The Child Support Obligation of Step-Parents
Canadian Journal of Family Law, Vol. 18, pp. 9-158, 2001
77 Pages Posted: 13 Nov 2008 Last revised: 30 Jun 2010
Date Written: January 1, 2001
The child support obligation of step-parents has recently emerged as a significant issue in child support law in Canada, both for legal practitioners and government policy makers. The promises of predictability and consistency which that heralded the introduction of child support guidelines have not been realized in this area. Since the introduction of the guidelines in May of 1997, there have been a significant number of litigated cases dealing with issues relating to step-parent liability for support. Practitioners dealing with such cases are faced with an uncertain and unpredictable body of case law, but one which raises the possibility, depending upon the discretion of the court and the circumstances of the case, of the imposition of fairly extensive financial obligations upon step-parents.

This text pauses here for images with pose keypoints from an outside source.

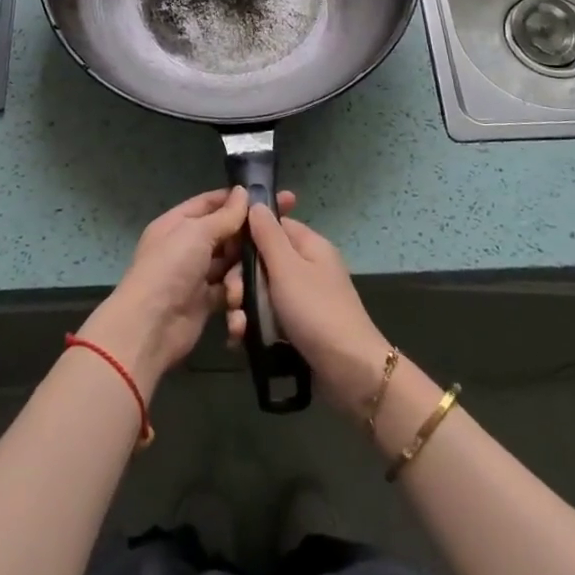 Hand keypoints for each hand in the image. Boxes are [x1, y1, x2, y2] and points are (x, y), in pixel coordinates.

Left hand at [77, 186, 295, 396]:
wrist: (151, 327)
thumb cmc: (170, 269)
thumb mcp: (196, 233)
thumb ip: (224, 216)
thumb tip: (242, 191)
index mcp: (177, 223)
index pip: (210, 203)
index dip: (238, 199)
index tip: (271, 197)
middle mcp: (186, 246)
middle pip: (224, 233)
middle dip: (248, 234)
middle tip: (283, 231)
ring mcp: (196, 274)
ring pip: (230, 262)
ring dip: (244, 266)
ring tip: (260, 269)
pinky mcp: (205, 301)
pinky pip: (229, 289)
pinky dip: (239, 291)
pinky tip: (252, 292)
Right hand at [224, 204, 389, 415]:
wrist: (349, 371)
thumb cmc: (317, 311)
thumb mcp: (287, 268)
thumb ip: (268, 235)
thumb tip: (255, 203)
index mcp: (309, 246)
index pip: (272, 226)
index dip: (246, 236)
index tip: (225, 253)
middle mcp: (306, 268)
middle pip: (262, 262)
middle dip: (240, 280)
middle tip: (233, 299)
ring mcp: (302, 299)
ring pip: (261, 293)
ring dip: (243, 308)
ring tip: (237, 328)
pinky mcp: (297, 327)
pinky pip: (267, 318)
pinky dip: (253, 327)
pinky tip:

The existence of step-families - in ever increasing numbers - gives rise to many legal issues with respect to the recognition and regulation of the relationship between step-parents and step-children. The very formation of a step-parent relationship raises issues about existing child support obligations that must be addressed by a legal system.The purpose of this paper is to review the developing law on step-parent liability for child support in Canada with a view to identifying and clarifying the assumptions and values that are structuring the law. I hope thereby to set the stage for an informed discussion of the appropriateness of our current legal response and the need, if any, for a change or clarification of policy direction, whether by judicial or legislative means. My view is not that imposition of support obligations on step-parents is necessarily wrong or that we should model our law on that of countries that impose either no or very limited obligations on step-parents. Rather my concern is that we should be conscious that we are moving into new territory and that we need to have a clear, informed sense of the nature of step-family relationships and the reasons that justify the imposition of stepparent support obligations. Without that, there is a danger that support obligations may be extended overbroadly and imposed for the wrong reasons - such as the privatization of support obligations to save public funds and or the reconfiguration of very traditional family structures.